Kemudian, lanjut Ghufron, pihak KPK telah melakukan penyelidikan sejak 13 Februari 2024. Kasus itu lalu resmi naik dinaikkan ke tahap penyidikan hari ini, Selasa (19/3/2024).
"Ini perlu kami tegaskan, menyikapi bahwa kemarin Menteri Keuangan telah melaporkan tindak pidana korupsi ini ke Kejaksaan Agung. Sehingga, ini KPK perlu tegaskan bahwa telah meningkatkan status penanganan perkara dugaan penyimpangan ataupun korupsi penyaluran kredit LPEI ke status penyidikan," ujarnya pada konferensi pers di Gedung Merah Putih KPK Jakarta, Selasa (19/3/2024).
Pimpinan KPK berlatar belakang akademisi itu lalu menjelaskan bahwa untuk kasus ini, pihaknya melakukan penyidikan umum. Artinya, penyidikan dimulai tanpa secara resmi sudah menetapkan tersangka.
Baca Juga
Untuk diketahui, KPK biasanya sudah menetapkan tersangka pada suatu perkara apabila sudah naik ke tahap penyidikan.
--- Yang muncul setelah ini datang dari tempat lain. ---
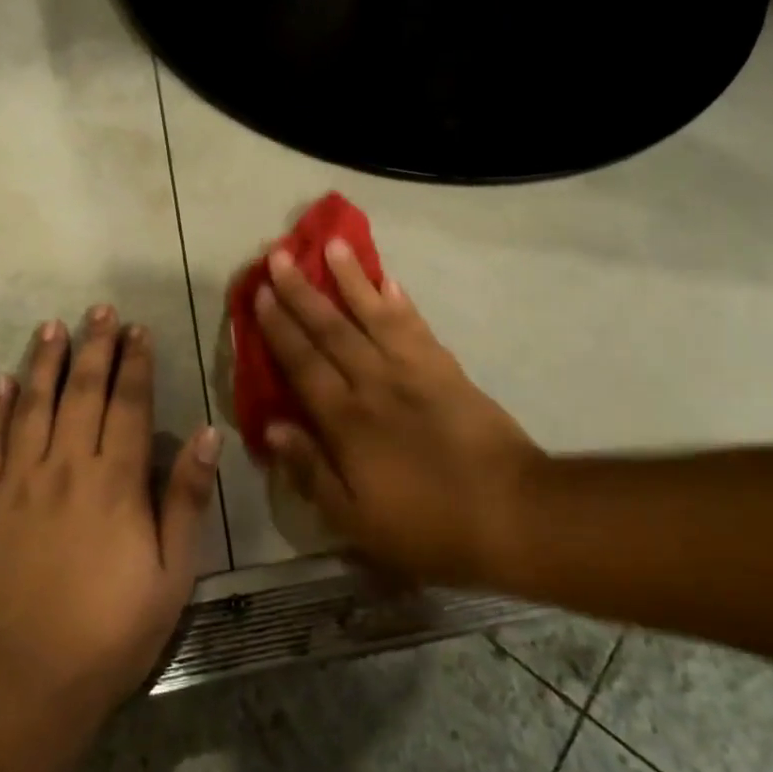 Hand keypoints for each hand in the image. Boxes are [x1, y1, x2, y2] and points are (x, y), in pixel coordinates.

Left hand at [0, 307, 219, 724]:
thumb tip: (207, 434)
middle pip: (80, 394)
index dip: (134, 363)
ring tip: (51, 327)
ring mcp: (18, 486)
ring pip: (33, 408)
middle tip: (98, 310)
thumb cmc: (109, 632)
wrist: (19, 684)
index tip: (138, 329)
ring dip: (44, 364)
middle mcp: (64, 469)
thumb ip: (185, 499)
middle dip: (93, 348)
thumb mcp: (170, 573)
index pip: (127, 405)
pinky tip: (1, 384)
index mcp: (114, 483)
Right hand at [254, 245, 545, 584]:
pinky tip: (388, 280)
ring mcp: (414, 370)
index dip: (278, 327)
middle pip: (332, 329)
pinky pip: (416, 326)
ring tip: (332, 245)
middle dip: (302, 292)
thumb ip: (311, 470)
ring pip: (374, 315)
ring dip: (350, 279)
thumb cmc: (427, 526)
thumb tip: (272, 427)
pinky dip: (400, 301)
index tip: (260, 293)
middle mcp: (374, 383)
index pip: (303, 363)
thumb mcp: (356, 520)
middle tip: (280, 256)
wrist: (511, 512)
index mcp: (346, 421)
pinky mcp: (447, 369) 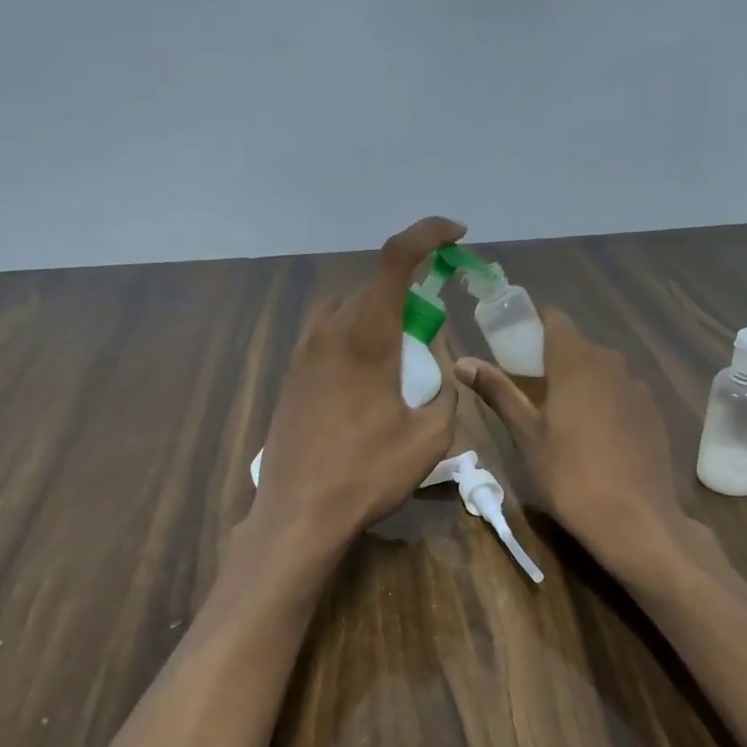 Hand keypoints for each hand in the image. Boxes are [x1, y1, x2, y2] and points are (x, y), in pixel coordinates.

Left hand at [251, 217, 464, 551]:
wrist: (298, 513)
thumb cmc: (367, 475)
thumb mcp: (429, 435)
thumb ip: (444, 387)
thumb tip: (437, 363)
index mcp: (366, 336)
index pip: (396, 258)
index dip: (428, 234)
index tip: (456, 236)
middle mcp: (328, 330)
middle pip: (372, 284)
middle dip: (408, 290)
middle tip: (431, 328)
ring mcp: (302, 352)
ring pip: (346, 308)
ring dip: (377, 314)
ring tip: (399, 356)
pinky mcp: (290, 375)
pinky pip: (327, 334)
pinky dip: (354, 337)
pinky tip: (367, 380)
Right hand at [456, 308, 699, 584]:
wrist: (634, 518)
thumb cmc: (568, 474)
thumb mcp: (525, 434)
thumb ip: (498, 391)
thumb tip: (463, 361)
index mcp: (576, 361)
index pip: (554, 319)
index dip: (531, 324)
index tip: (511, 344)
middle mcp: (612, 363)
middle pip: (577, 346)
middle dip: (552, 358)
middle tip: (527, 389)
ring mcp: (638, 388)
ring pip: (601, 370)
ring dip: (579, 381)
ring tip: (558, 416)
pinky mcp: (654, 413)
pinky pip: (621, 393)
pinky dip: (603, 402)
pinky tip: (593, 436) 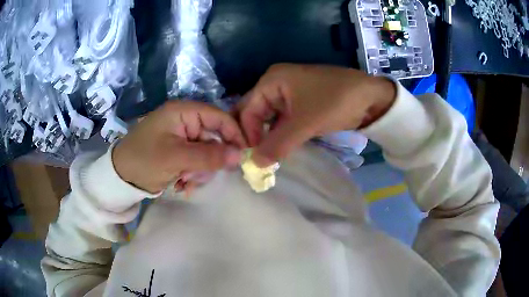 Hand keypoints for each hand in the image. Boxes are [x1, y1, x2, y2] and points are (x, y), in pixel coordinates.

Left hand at [113, 100, 246, 192]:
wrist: (120, 177)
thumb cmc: (144, 161)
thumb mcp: (176, 158)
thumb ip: (209, 156)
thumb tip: (239, 155)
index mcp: (183, 112)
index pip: (218, 116)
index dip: (234, 133)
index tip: (243, 154)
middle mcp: (184, 120)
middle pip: (214, 136)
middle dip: (211, 159)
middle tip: (202, 176)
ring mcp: (181, 136)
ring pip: (207, 151)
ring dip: (200, 170)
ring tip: (186, 181)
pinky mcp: (178, 150)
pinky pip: (197, 160)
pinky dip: (194, 173)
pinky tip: (182, 183)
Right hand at [236, 63, 395, 166]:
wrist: (370, 97)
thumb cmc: (335, 101)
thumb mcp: (305, 123)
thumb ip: (278, 144)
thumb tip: (255, 164)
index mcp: (272, 80)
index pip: (247, 109)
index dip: (247, 133)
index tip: (251, 157)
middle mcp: (276, 84)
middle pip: (256, 113)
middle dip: (255, 136)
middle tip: (256, 160)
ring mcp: (289, 94)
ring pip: (270, 119)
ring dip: (269, 138)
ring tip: (267, 159)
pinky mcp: (301, 105)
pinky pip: (284, 121)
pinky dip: (281, 135)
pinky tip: (280, 150) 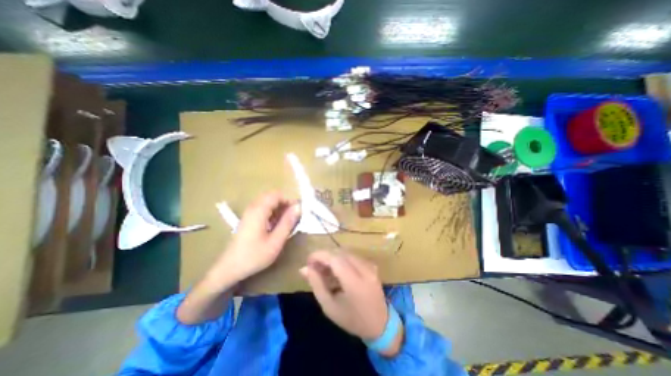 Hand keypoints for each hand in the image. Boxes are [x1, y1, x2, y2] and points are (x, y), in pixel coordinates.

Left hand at [208, 193, 298, 286]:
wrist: (229, 269)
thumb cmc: (254, 256)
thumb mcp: (276, 241)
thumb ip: (288, 222)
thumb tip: (298, 207)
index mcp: (259, 211)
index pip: (277, 195)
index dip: (289, 200)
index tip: (297, 212)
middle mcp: (252, 208)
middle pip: (272, 197)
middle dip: (284, 204)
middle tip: (291, 218)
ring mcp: (249, 213)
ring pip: (267, 202)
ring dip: (278, 209)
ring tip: (284, 223)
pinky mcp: (247, 219)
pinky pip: (262, 209)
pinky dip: (272, 213)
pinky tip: (274, 226)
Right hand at [299, 252, 387, 342]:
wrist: (381, 324)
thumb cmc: (352, 319)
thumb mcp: (330, 307)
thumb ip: (317, 285)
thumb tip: (304, 268)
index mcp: (355, 283)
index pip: (335, 259)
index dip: (320, 255)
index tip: (308, 260)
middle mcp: (364, 270)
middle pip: (340, 253)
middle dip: (325, 256)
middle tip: (315, 267)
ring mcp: (370, 266)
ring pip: (346, 253)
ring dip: (333, 257)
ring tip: (325, 270)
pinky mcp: (371, 265)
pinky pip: (352, 256)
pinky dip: (342, 259)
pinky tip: (337, 270) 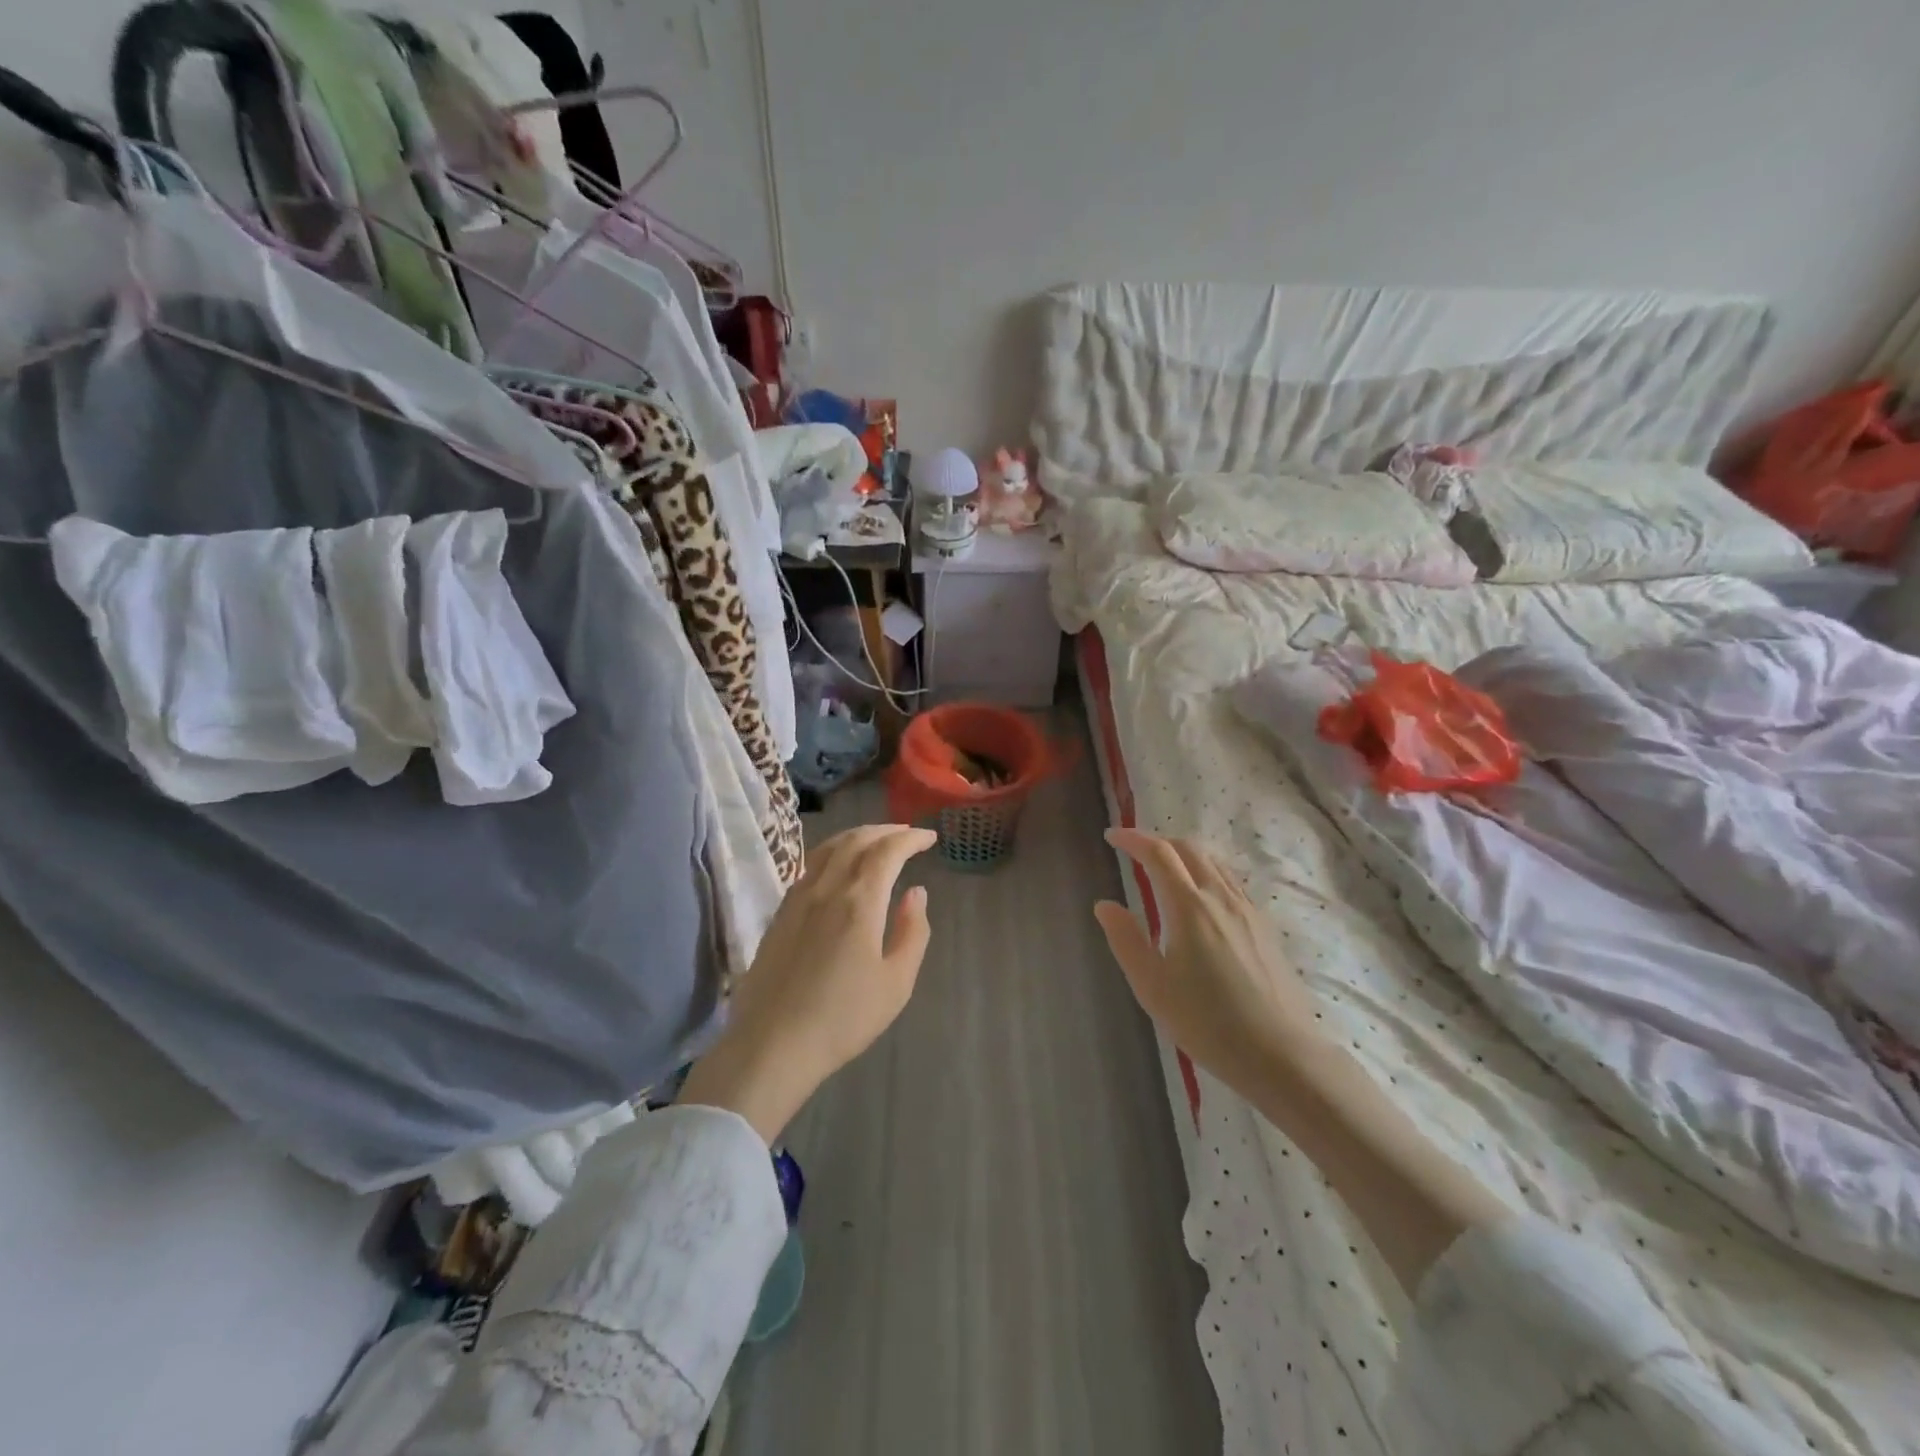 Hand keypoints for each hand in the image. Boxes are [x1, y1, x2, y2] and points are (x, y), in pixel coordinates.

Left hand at [681, 825, 936, 1142]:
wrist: (773, 1044)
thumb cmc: (844, 1018)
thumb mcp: (896, 982)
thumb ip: (912, 931)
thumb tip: (916, 893)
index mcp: (859, 901)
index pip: (888, 851)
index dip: (910, 838)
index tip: (929, 837)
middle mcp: (826, 888)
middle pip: (855, 840)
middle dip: (885, 830)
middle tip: (907, 833)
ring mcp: (797, 898)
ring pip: (828, 848)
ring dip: (856, 836)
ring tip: (876, 841)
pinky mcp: (779, 913)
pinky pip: (810, 865)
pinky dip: (833, 852)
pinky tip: (839, 866)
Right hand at [1095, 829, 1328, 1102]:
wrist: (1281, 1054)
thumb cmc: (1207, 1022)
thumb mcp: (1152, 986)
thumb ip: (1126, 939)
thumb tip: (1104, 904)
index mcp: (1189, 907)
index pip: (1158, 854)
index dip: (1133, 839)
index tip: (1112, 836)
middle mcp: (1220, 897)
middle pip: (1189, 848)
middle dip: (1159, 840)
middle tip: (1135, 851)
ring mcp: (1247, 909)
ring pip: (1214, 862)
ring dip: (1185, 853)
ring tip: (1164, 870)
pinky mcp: (1264, 926)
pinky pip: (1230, 881)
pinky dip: (1206, 872)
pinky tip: (1200, 898)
Hal itu merujuk pada pasal 44 UU KPK.
Menurut Ghufron, penyidikan umum yang dilakukan KPK dalam kasus LPEI ini juga berkaca kepada penanganan kasus dugaan suap dan gratifikasi mantan Wakil Menteri Hukum dan HAM (Wamenkumham) Edward Omar Sharif Hiariej.
Pada kasus itu, KPK kalah dalam gugatan praperadilan yang dilayangkan dua tersangka kasus tersebut. Musababnya, hakim menilai proses penetapan tersangka dilakukan di awal penyidikan atau akhir penyelidikan.
"Oleh sebab itu, KPK mulai saat ini menetapkan bahwa penyidikan dilakukan sesuai dengan kombinasi antara KUHAP dan Undang-undang KPK pasal 44 tersebut," tuturnya.
Di sisi lain, Ghufron menyatakan secara implisit dengan merujuk pasal 50 UU KPK, bahwa kepolisian maupun kejaksaan tidak lagi berwenang untuk menangani suatu perkara korupsi apabila perkara itu sudah dilakukan penyidikan lebih dulu oleh KPK.
Sebaliknya, apabila penyidikan suatu perkara korupsi sudah didahului oleh kepolisian dan kejaksaan sedangkan KPK belum, maka kedua penegak hukum itu wajib memberitahukan KPK paling lambat 14 hari setelah dimulainya penyidikan.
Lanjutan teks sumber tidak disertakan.